In Yarmouth, don’t miss the world class Whydah Pirate Museum (5 stars plus), a stunning display of booty dredged up from a real pirate shipwreck. As well as being wonderfully curated and entertaining, with wax figures, special effects, and video, somehow the museum is also deep and intelligent, teaching you real history, which it turns out is just as fascinating as the made up pirate stuff. Nearby, visit the Edward Gorey House, the macabre, black humor cartoonist who was almost Tim Burton but wasn’t. Catch an afternoon at the Cape Cod Roller Derby, with their next bout on June 9, where women knock each other over in good humor and at high speed, to show who’s boss on the roller skating track.
Then visit Falmouth, which has a cute downtown area of shops to stroll, including the Osborn & Rugh Gallery, which adds storytelling and artistic impact to its paintings, made by locals who live in Falmouth year-round. Rent bicycles at Corner Cycle, which has worry-free bicycles with saddle packs to store your picnic lunch. You can get your helmets and bicycles seemingly in less than two minutes, and the location is immediately on the Shining Sea Bikeway, a bicycle and walking path that takes you to the beach and down the shore, and is the top-rated Falmouth attraction on TripAdvisor.

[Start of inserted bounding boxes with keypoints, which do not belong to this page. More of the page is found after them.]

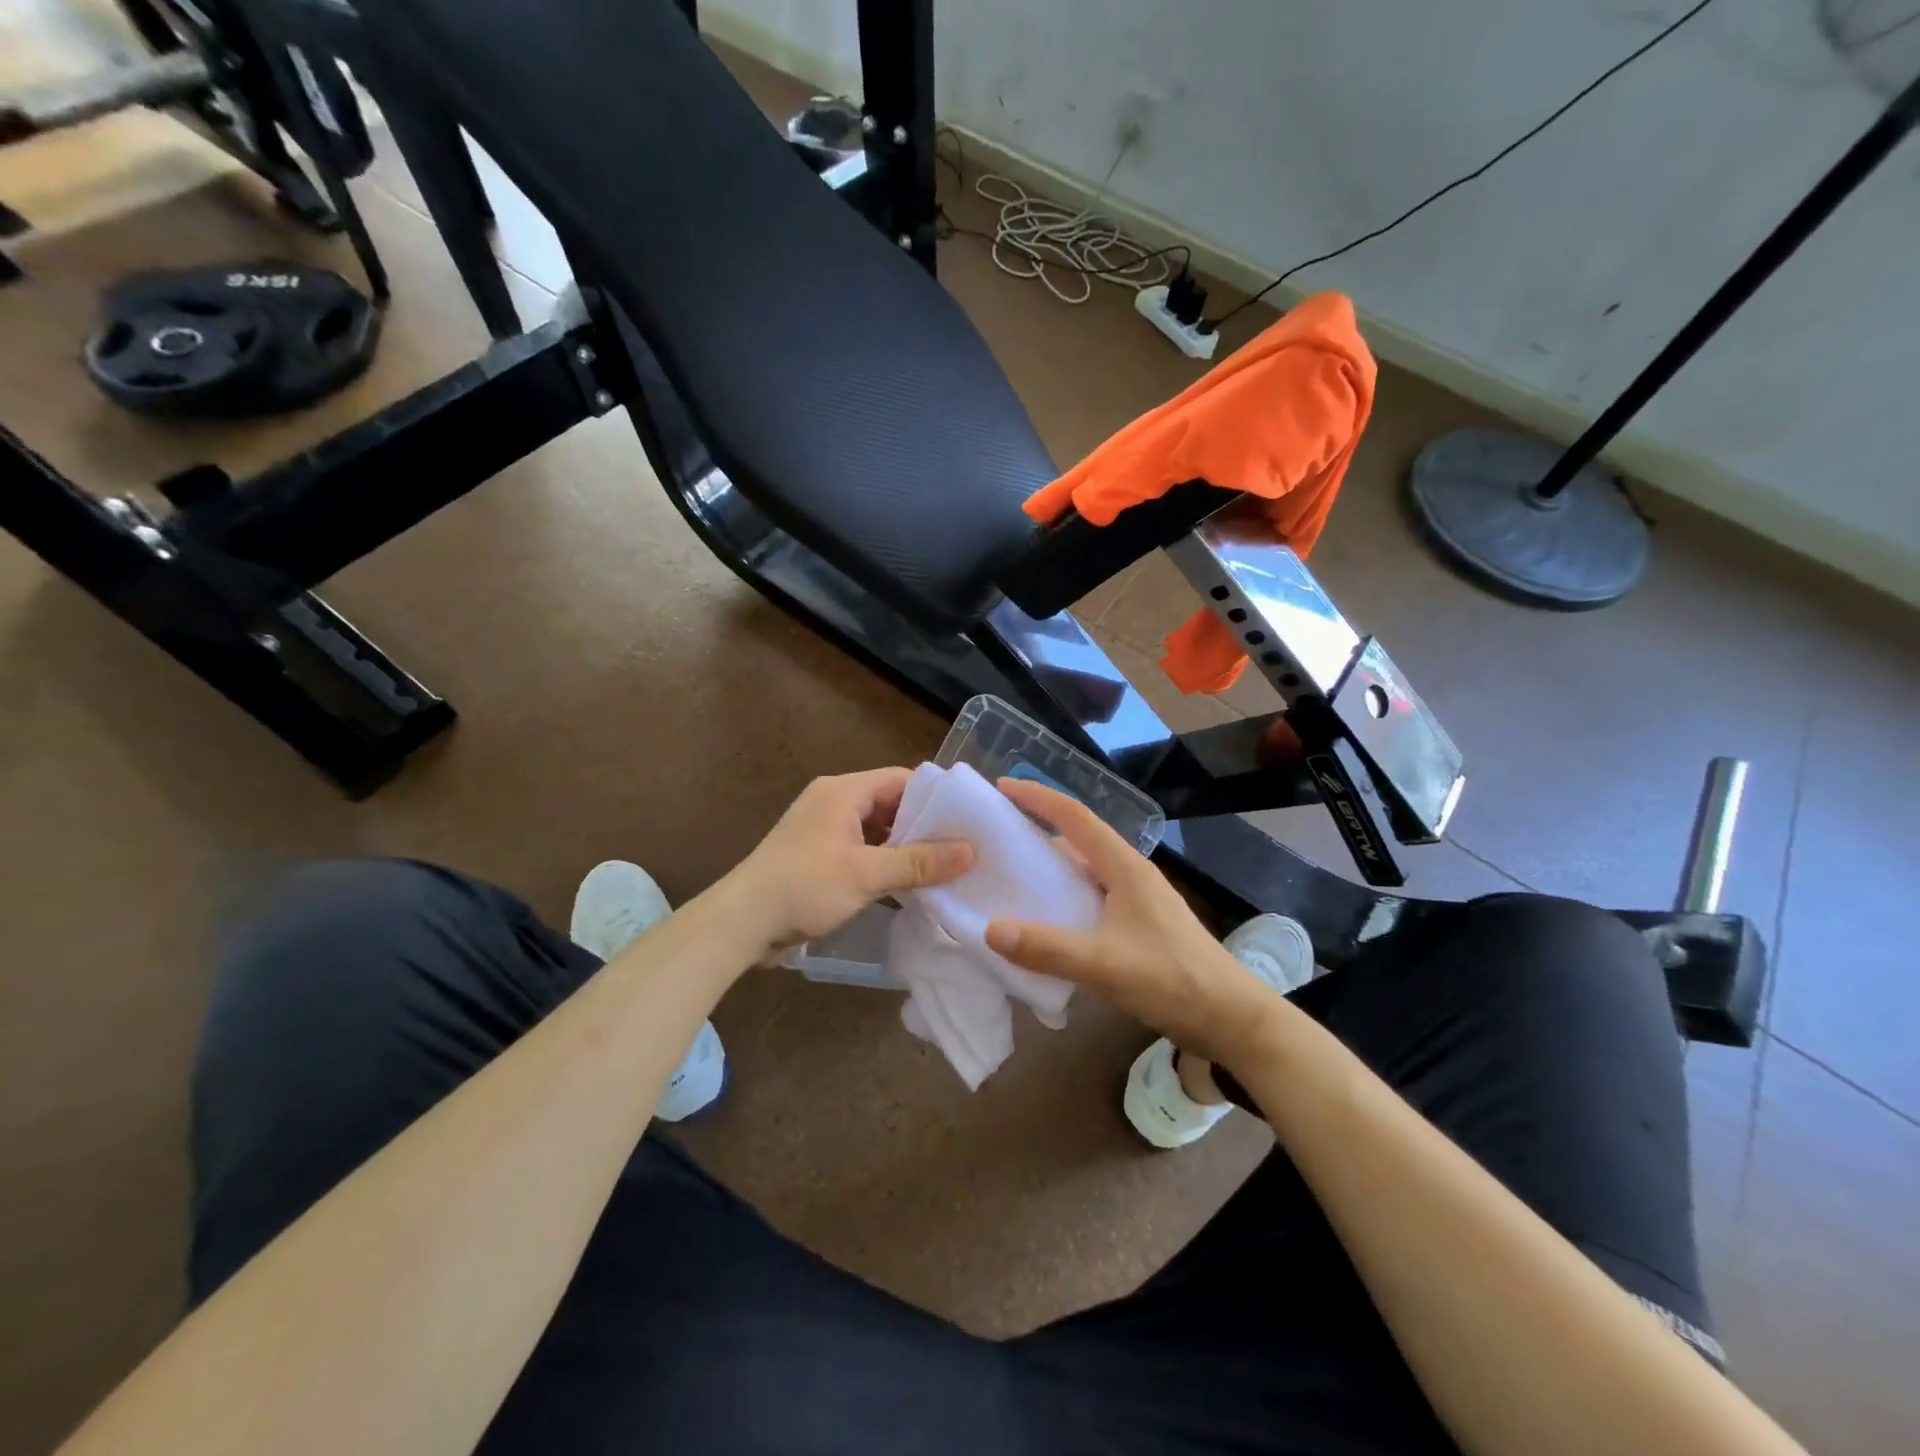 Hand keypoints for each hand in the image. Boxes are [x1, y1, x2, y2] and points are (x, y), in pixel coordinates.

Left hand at [729, 768, 972, 951]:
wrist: (741, 923)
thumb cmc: (804, 886)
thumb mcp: (867, 873)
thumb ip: (919, 862)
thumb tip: (970, 852)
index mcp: (843, 792)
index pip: (901, 779)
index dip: (935, 797)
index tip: (968, 819)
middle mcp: (834, 803)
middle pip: (890, 805)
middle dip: (924, 827)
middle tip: (965, 848)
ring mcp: (825, 832)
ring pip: (877, 832)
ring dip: (906, 849)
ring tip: (947, 868)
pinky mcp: (819, 859)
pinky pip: (863, 853)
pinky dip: (886, 865)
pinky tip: (912, 886)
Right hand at [984, 778, 1290, 1069]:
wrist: (1230, 1017)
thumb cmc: (1172, 978)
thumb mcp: (1104, 964)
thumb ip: (1047, 948)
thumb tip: (990, 928)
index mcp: (1125, 867)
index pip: (1076, 817)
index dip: (1039, 798)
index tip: (1004, 786)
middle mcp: (1130, 875)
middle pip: (1079, 839)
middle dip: (1040, 828)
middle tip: (998, 833)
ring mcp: (1137, 900)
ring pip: (1086, 870)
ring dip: (1052, 866)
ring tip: (1012, 874)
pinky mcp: (1140, 925)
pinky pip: (1092, 898)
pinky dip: (1065, 898)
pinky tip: (1047, 919) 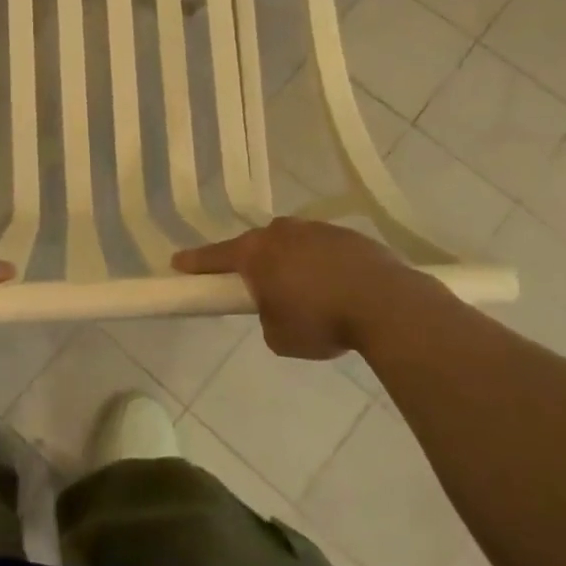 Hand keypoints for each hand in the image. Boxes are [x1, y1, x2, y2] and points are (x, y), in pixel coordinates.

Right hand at [172, 218, 437, 358]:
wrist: (387, 305)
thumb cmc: (321, 321)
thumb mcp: (279, 336)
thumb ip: (267, 316)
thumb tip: (279, 307)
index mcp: (256, 253)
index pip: (215, 257)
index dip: (195, 262)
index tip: (178, 263)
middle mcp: (282, 232)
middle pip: (257, 245)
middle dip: (255, 263)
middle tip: (261, 288)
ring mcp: (318, 229)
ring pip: (293, 244)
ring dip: (293, 264)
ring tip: (310, 294)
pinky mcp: (349, 236)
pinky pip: (324, 250)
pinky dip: (324, 266)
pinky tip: (339, 290) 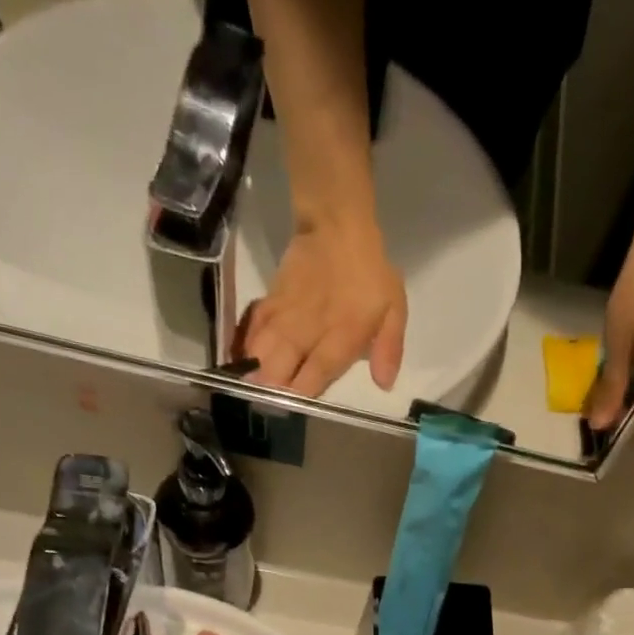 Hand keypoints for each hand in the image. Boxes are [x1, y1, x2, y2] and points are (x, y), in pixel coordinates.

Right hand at [236, 220, 406, 396]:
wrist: (338, 225)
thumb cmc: (371, 273)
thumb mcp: (394, 309)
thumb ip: (389, 347)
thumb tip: (384, 384)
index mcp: (341, 338)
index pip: (316, 374)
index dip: (301, 393)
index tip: (291, 410)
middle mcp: (309, 331)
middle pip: (282, 366)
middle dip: (271, 389)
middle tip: (263, 405)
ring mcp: (287, 315)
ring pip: (263, 349)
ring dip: (253, 370)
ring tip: (245, 389)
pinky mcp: (272, 300)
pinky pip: (254, 326)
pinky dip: (244, 343)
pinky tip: (239, 358) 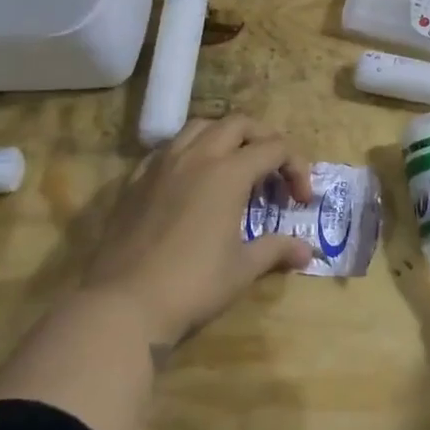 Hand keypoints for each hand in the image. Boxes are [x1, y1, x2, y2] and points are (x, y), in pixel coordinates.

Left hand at [81, 115, 315, 350]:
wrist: (122, 305)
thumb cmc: (192, 285)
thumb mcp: (242, 270)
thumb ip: (276, 249)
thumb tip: (307, 251)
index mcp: (228, 173)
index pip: (274, 148)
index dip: (296, 168)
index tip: (301, 201)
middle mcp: (196, 157)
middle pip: (238, 124)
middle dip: (264, 139)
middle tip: (274, 170)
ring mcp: (161, 165)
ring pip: (199, 127)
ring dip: (225, 137)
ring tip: (234, 166)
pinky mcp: (135, 181)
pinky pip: (168, 149)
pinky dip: (189, 153)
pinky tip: (191, 181) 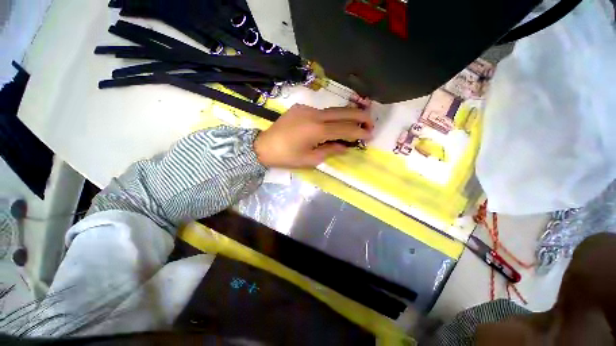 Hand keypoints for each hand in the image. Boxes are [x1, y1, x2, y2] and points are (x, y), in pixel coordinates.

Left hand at [254, 104, 373, 167]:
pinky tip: (332, 124)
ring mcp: (307, 109)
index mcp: (316, 130)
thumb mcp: (310, 159)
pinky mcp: (300, 107)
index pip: (344, 129)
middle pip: (342, 112)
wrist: (263, 146)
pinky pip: (320, 111)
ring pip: (332, 110)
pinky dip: (330, 117)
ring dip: (346, 115)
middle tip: (371, 122)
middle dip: (359, 116)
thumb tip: (345, 146)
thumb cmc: (287, 157)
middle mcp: (314, 115)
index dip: (359, 131)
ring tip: (356, 121)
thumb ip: (330, 150)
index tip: (370, 134) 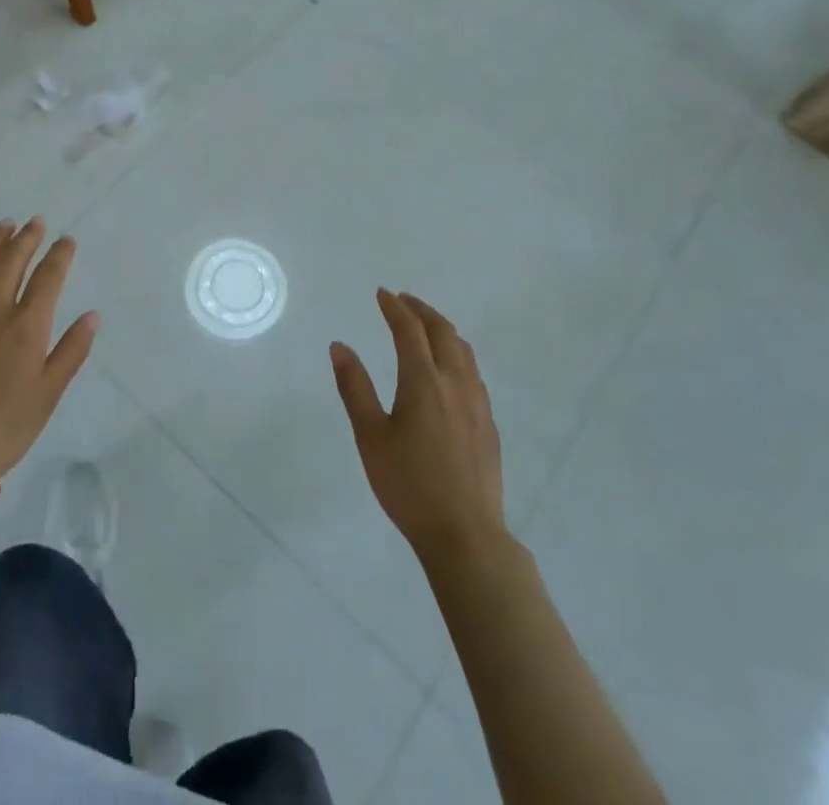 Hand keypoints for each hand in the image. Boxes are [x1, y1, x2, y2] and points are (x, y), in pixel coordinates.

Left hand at [0, 219, 98, 479]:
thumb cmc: (5, 426)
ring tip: (5, 226)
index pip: (48, 276)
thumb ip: (71, 350)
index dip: (59, 255)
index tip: (67, 241)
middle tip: (36, 223)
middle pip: (12, 260)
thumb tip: (92, 315)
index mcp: (26, 326)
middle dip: (27, 238)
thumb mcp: (49, 393)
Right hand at [331, 289, 504, 561]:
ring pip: (463, 350)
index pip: (409, 330)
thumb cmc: (409, 485)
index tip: (382, 293)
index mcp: (423, 381)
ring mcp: (477, 402)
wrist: (465, 534)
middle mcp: (454, 382)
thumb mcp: (370, 436)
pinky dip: (457, 353)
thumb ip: (354, 387)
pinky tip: (449, 369)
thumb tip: (339, 346)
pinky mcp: (488, 423)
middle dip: (421, 310)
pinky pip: (473, 372)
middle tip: (402, 301)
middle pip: (442, 331)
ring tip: (425, 327)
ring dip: (442, 329)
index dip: (395, 308) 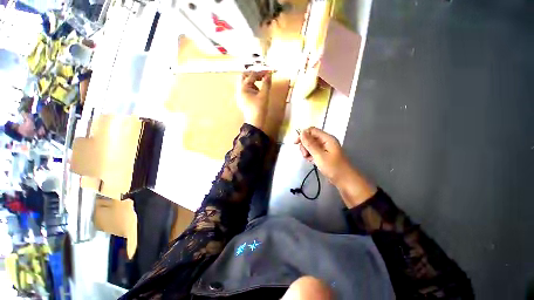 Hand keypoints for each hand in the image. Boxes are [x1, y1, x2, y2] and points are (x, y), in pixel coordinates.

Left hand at [238, 71, 271, 129]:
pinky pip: (246, 90)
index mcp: (243, 88)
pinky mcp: (243, 100)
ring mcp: (240, 95)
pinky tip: (258, 93)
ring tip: (261, 86)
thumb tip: (269, 74)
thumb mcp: (264, 95)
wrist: (255, 123)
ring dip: (253, 81)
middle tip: (263, 76)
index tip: (269, 72)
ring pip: (245, 83)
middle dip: (254, 75)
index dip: (261, 72)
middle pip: (244, 77)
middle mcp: (239, 90)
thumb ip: (266, 83)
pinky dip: (252, 87)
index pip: (252, 75)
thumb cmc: (259, 109)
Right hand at [295, 127, 348, 184]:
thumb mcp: (319, 155)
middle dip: (305, 145)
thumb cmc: (333, 167)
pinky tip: (311, 161)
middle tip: (305, 155)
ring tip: (309, 159)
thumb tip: (301, 132)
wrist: (345, 180)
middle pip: (310, 138)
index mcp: (327, 138)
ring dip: (307, 151)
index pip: (311, 130)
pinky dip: (310, 155)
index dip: (302, 135)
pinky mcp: (323, 154)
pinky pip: (313, 151)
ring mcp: (325, 148)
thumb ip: (310, 144)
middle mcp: (325, 141)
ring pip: (310, 145)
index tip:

Stop by the Highfield Hall & Gardens in Falmouth, a historic home that has gardens, forest paths, and a musical grotto you can bang notes on. You’ll also find the Spohr Gardens. Sadly, the Woods Hole Historical Museum and Woods Hole Oceanographic Discovery Center are closed on Sundays in the off-season. See the Cape Cod Inflatable Park, a bouncy house heaven, which is building a water park as well.
Finally, in Falmouth you’ll find evening arts including the Falmouth Theatre Guild, and we got to see the Falmouth Chorale, whose season just concluded unfortunately, mismatching tourist season. They took a break from classical music to feature comedy songs from brilliant to silly, and which included audience participation — heartwarming, hilarious, and great fun.
Of course you’ll want to return for the Provincetown Carnival, August 11-18, 2018, Water Wizz water theme park, beaches, sailing, and more. But do yourself a favor and check out Cape Cod before the traffic and tourism turn up with the summer heat. You’ll find there’s a ton to see.